I started digging in right away. I have a reporting problem. Like, I just can't not report. I remember sitting down at my computer and just building a timeline. Like, the kids were missing. They [Vallow and Daybell] were in Hawaii. I'm trying to work backwards. I just started reporting, building timelines, requesting documents, diving into what I could find. Really, the most immediate resource was, I just bought a ton of Chad Daybell's books. I just started reading his books, because I thought, "Maybe there's something here. Maybe it's a dead end. I got time, it's the pandemic, we can't leave the house."

"I started digging in right away. I have a reporting problem. Like, I just can't not report."

He'd written a ton of books. He had a blog that was pretty active. So it was this wealth of information that I could start putting in my timeline. I just started kind of working the story backwards to figure out where my place was in it. And I was really watching the reporting and seeing that nobody's talking about the White Horse Prophecy. They're just telling it as a very tabloid story. And I was like, "There's something being lost because it's a tabloid story. I think there's something here that's a lot bigger."

NOTE: Daybell's books, while certainly niche products sold primarily in Mormon bookstores, revealed to Sottile that he evolved over time from a relatively mainstream, albeit extremely religious, writer into one obsessed with the end times. The onetime journalist created his own publishing house after working at a mainstream Mormon publisher, and his books showed he saw threats from left-leaning political groups to the country's future, he saw God's judgment waiting in the wings, and he saw in himself a sort of prophet capable of foreseeing the future. Through his writing, Daybell's status rose in prepper/survivalist circles and among a certain set of Mormons who bought into the White Horse Prophecy, despite the church's insistence it isn't real. That popularity among extremists in the West "definitely mattered to him," Sottile says, "and definitely mattered to Lori [Vallow]."

Leah Sottile photo

A community shrine across the street from where Tylee and JJ's bodies were found.

In reading your book, it's fascinating that this beauty queen woman and this sort of schlubby guy fall in love and sort of drop everything for each other.

There's so many questions that are gonna get answered when this goes to trial. I'm used to reading about the Bundys. And they're doing interviews from jail whenever they are in jail. They love the press, any attention. But with this [case], they got arrested, and silence. Everything just stopped.
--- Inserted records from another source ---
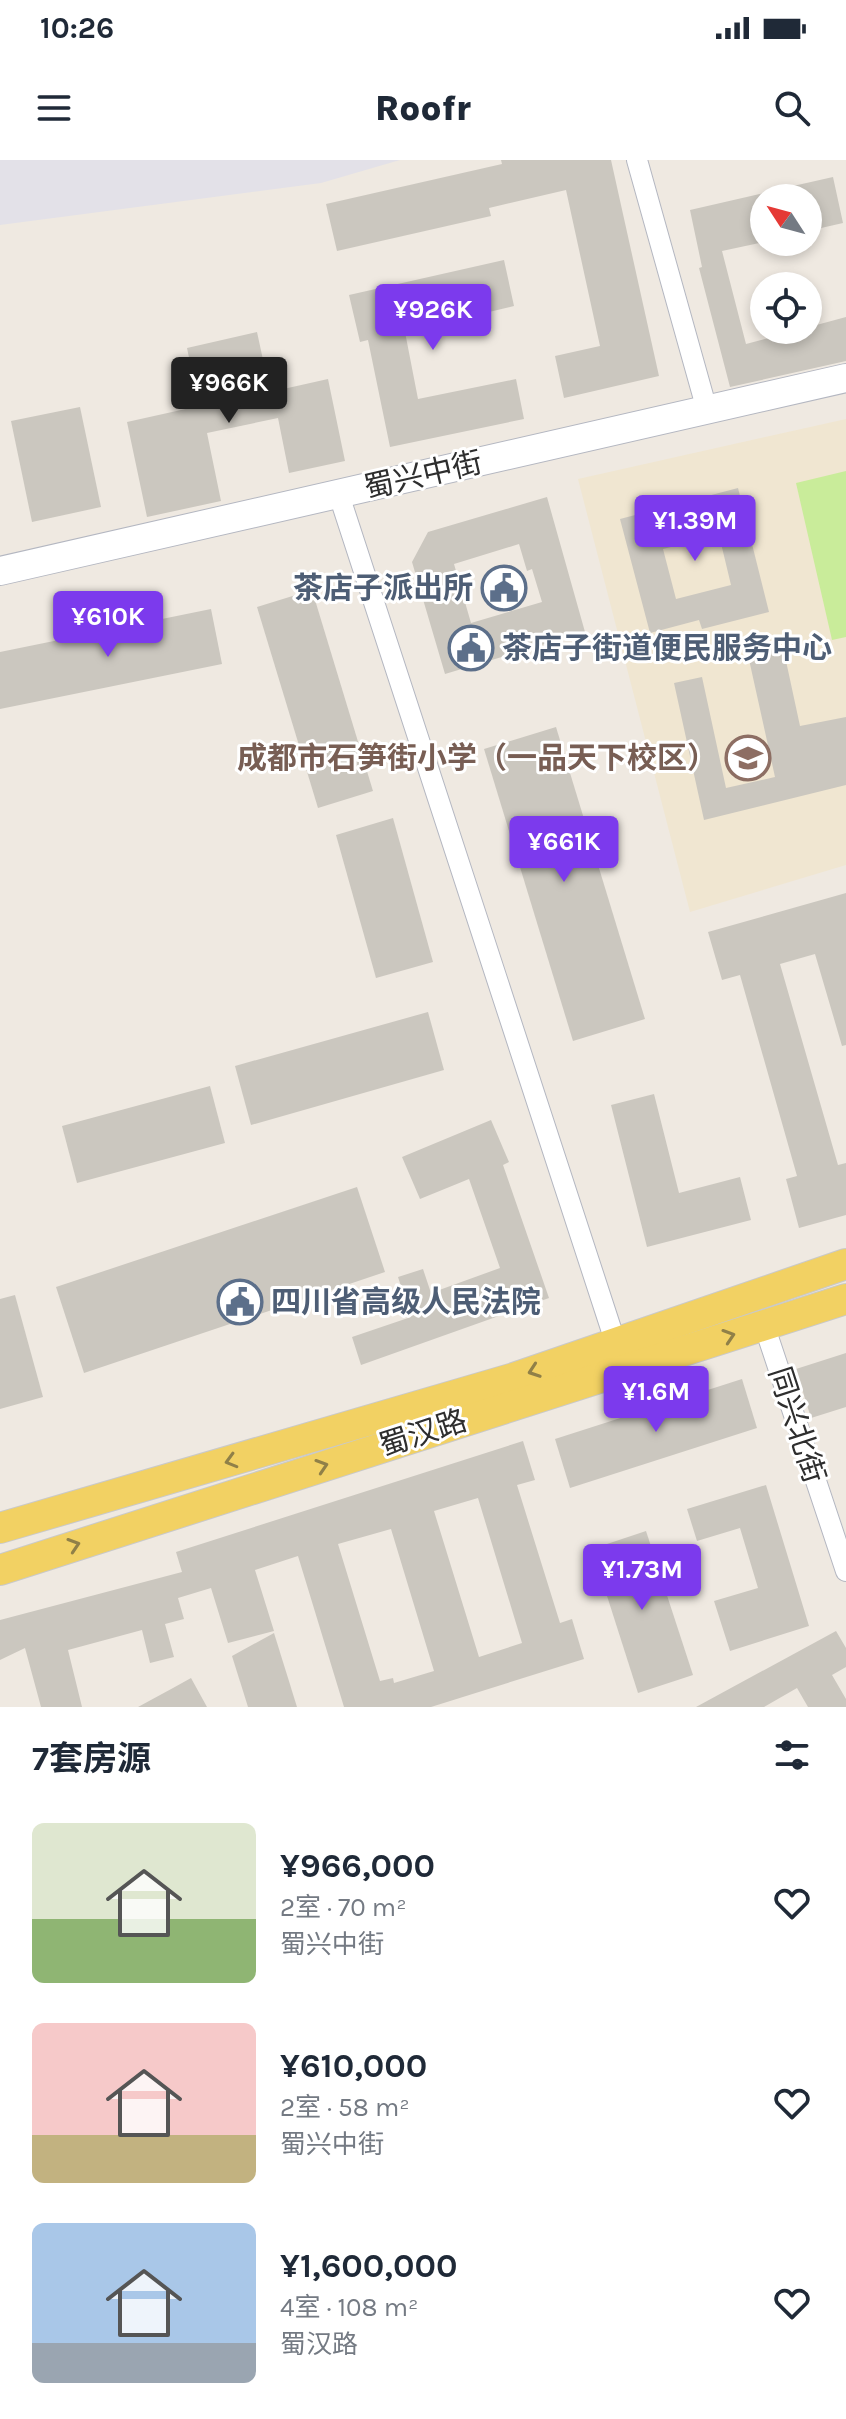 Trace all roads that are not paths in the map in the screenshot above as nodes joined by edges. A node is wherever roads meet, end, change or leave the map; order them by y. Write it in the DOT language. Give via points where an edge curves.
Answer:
graph roads {
  1 [pos="637,160"];
  2 [pos="846,378"];
  3 [pos="707,410"];
  4 [pos="339,495"];
  5 [pos="0,571"];
  6 [pos="846,1264"];
  7 [pos="846,1299"];
  8 [pos="764,1325"];
  9 [pos="616,1344"];
  10 [pos="0,1528"];
  11 [pos="0,1570"];
  12 [pos="846,1571"];
  1 -- 3 [label="street"];
  2 -- 3 [label="street, 蜀兴中街"];
  3 -- 4 [label="street, 蜀兴中街"];
  4 -- 5 [label="street, 蜀兴中街"];
  4 -- 9 [label="street"];
  6 -- 9 [label="main road, 蜀汉路"];
  7 -- 8 [label="main road, 蜀汉路"];
  11 -- 8 [label="main road, 蜀汉路, one-way"];
  8 -- 12 [label="street, 同兴北街"];
  9 -- 10 [label="main road, 蜀汉路, one-way"];
}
In Lori Vallow's background, you have these instances of violence, and accusations of violence, but Chad Daybell doesn't seem to have anything like that.

Everyone that I talked to who knows Chad, works with Chad, did a book with Chad, was like, "he was the most docile, nicest, Mormon man. So kind..." It was almost off-putting. He seemed like he had really low self-esteem. Then all of a sudden, you know, he had dead bodies in his backyard. But if you read his fiction, it is like one murder after another. It's just like death and destruction. It's like cities melting, liberals being hanged. It's really dark.
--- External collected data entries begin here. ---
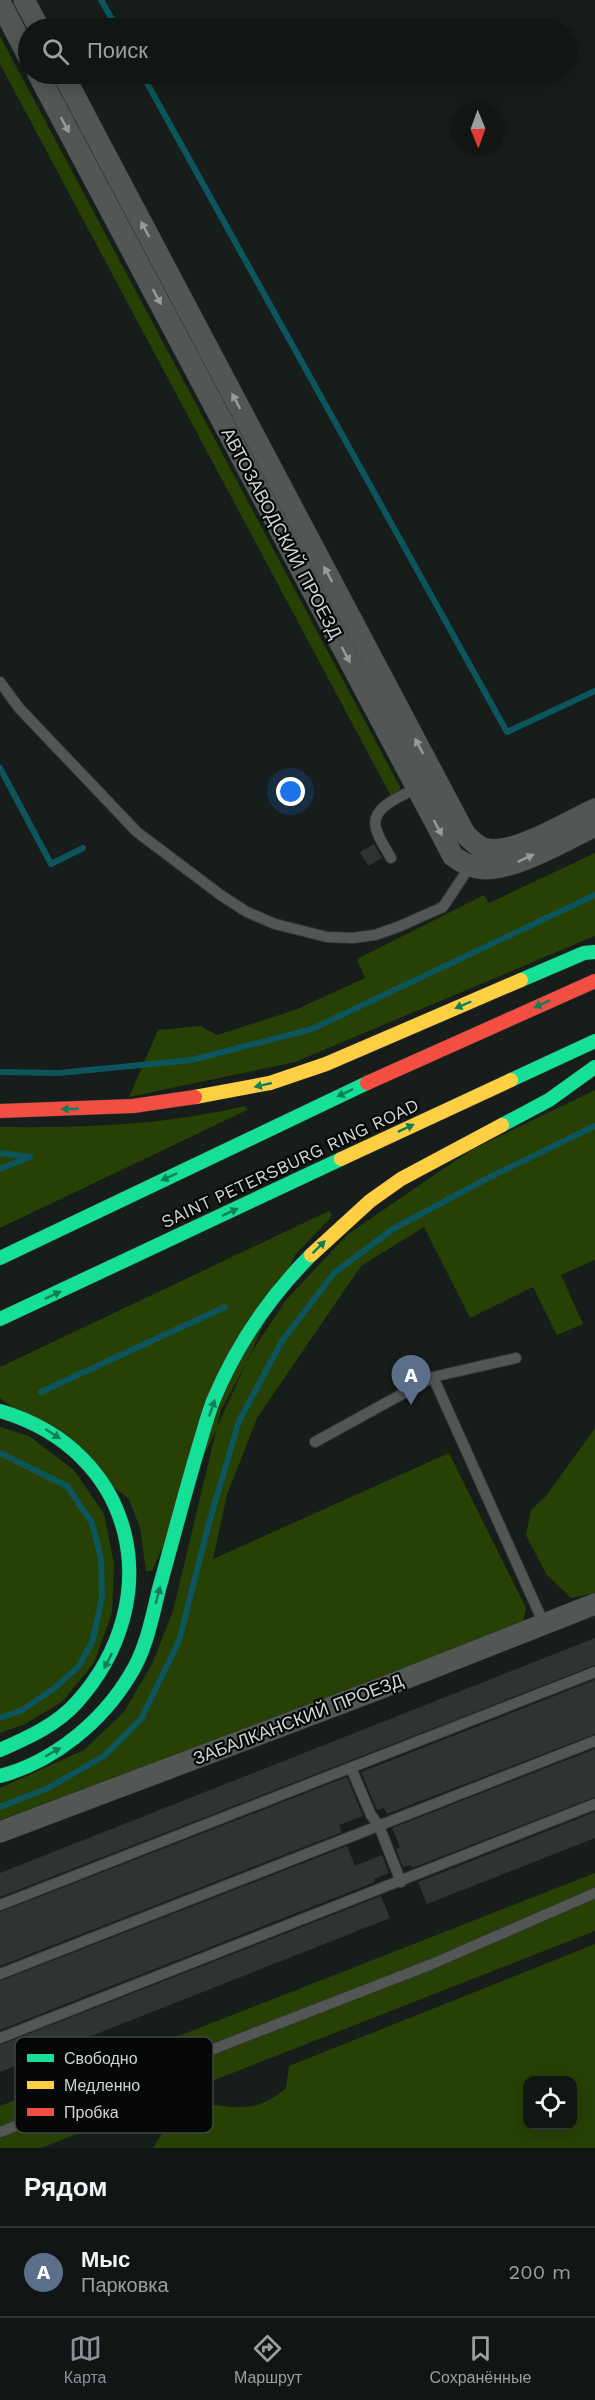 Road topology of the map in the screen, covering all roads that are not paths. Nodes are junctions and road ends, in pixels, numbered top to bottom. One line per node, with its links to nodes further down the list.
1 (24, 0): 3 (street)
2 (0, 2): 4 (street)
3 (34, 18)
4 (18, 37)
5 (43, 84): 8 (street, АВТОЗАВОДСКИЙ ПРОЕЗД, one-way to 8)
6 (68, 84): 11 (street, АВТОЗАВОДСКИЙ ПРОЕЗД, one-way to 6)
7 (0, 682): 13 (lane)
8 (417, 788): 12 (lane); 13 (street, АВТОЗАВОДСКИЙ ПРОЕЗД, one-way to 13)
9 (595, 809): 11 (street)
10 (595, 826): 13 (street, one-way to 10)
11 (482, 848): 13 (lane)
12 (391, 858)
13 (470, 866)
14 (595, 952): 18 (main road, one-way to 18)
15 (595, 981): 19 (main road, one-way to 19)
16 (595, 1041): 20 (main road, SAINT PETERSBURG RING ROAD, one-way to 16)
17 (595, 1067): 31 (main road, one-way to 17)
18 (0, 1111)
19 (0, 1258)
20 (0, 1319)
21 (516, 1358): 22 (lane)
22 (433, 1377): 24 (lane); 26 (lane)
23 (0, 1411): 29 (main road, one-way to 29)
24 (315, 1442)
25 (595, 1604): 26 (street, ЗАБАЛКАНСКИЙ ПРОЕЗД)
26 (544, 1624): 34 (street, ЗАБАЛКАНСКИЙ ПРОЕЗД)
27 (595, 1672): 30 (lane)
28 (595, 1741): 33 (lane)
29 (0, 1750)
30 (351, 1768): 33 (lane); 37 (lane)
31 (0, 1776)
32 (595, 1804): 35 (lane)
33 (379, 1826): 35 (lane); 38 (lane)
34 (0, 1832)
35 (401, 1882): 39 (lane)
36 (595, 1893): 40 (lane)
37 (0, 1905)
38 (0, 1974)
39 (0, 2038)
40 (213, 2049)
41 (15, 2126): 42 (lane)
42 (0, 2132)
"Everyone that I talked to who knows Chad... was like, 'he was the most docile, nicest, Mormon man.' ... Then all of a sudden, you know, he had dead bodies in his backyard."

You were reporting this during the pandemic. How did that work? Were you able to travel?

The majority of this was done in 2020, so there was not a lot that could be done, but there was an awful lot happening. All the court hearings that I would have wanted to be at were on Zoom, so I could attend them in my pajamas, which was nice. The book is super, super document-heavy. I had the benefit of having all the body-camera footage. I had all the different angles, crime scene photos. Every document that every other reporter had, I had too. So I was just building a story from those things and finding out which rabbit holes I wanted to go down. At one point, I did go to Rexburg [Idaho, where the kids' bodies were found on Chad Daybell's property]; I did a bunch of reporting there. A lot of my reporting is informed by alt weeklies, the type of journalism that I do.Walking the walk from Lori's front door to the parking lot and observing everything, sitting outside of where she lives. Or going to the Daybell house and sitting there and listening to the sounds and the smells and trying to sort of soak up those ethereal writerly details.

So how did the book finally come together? Did you pitch it to a lot of publishers?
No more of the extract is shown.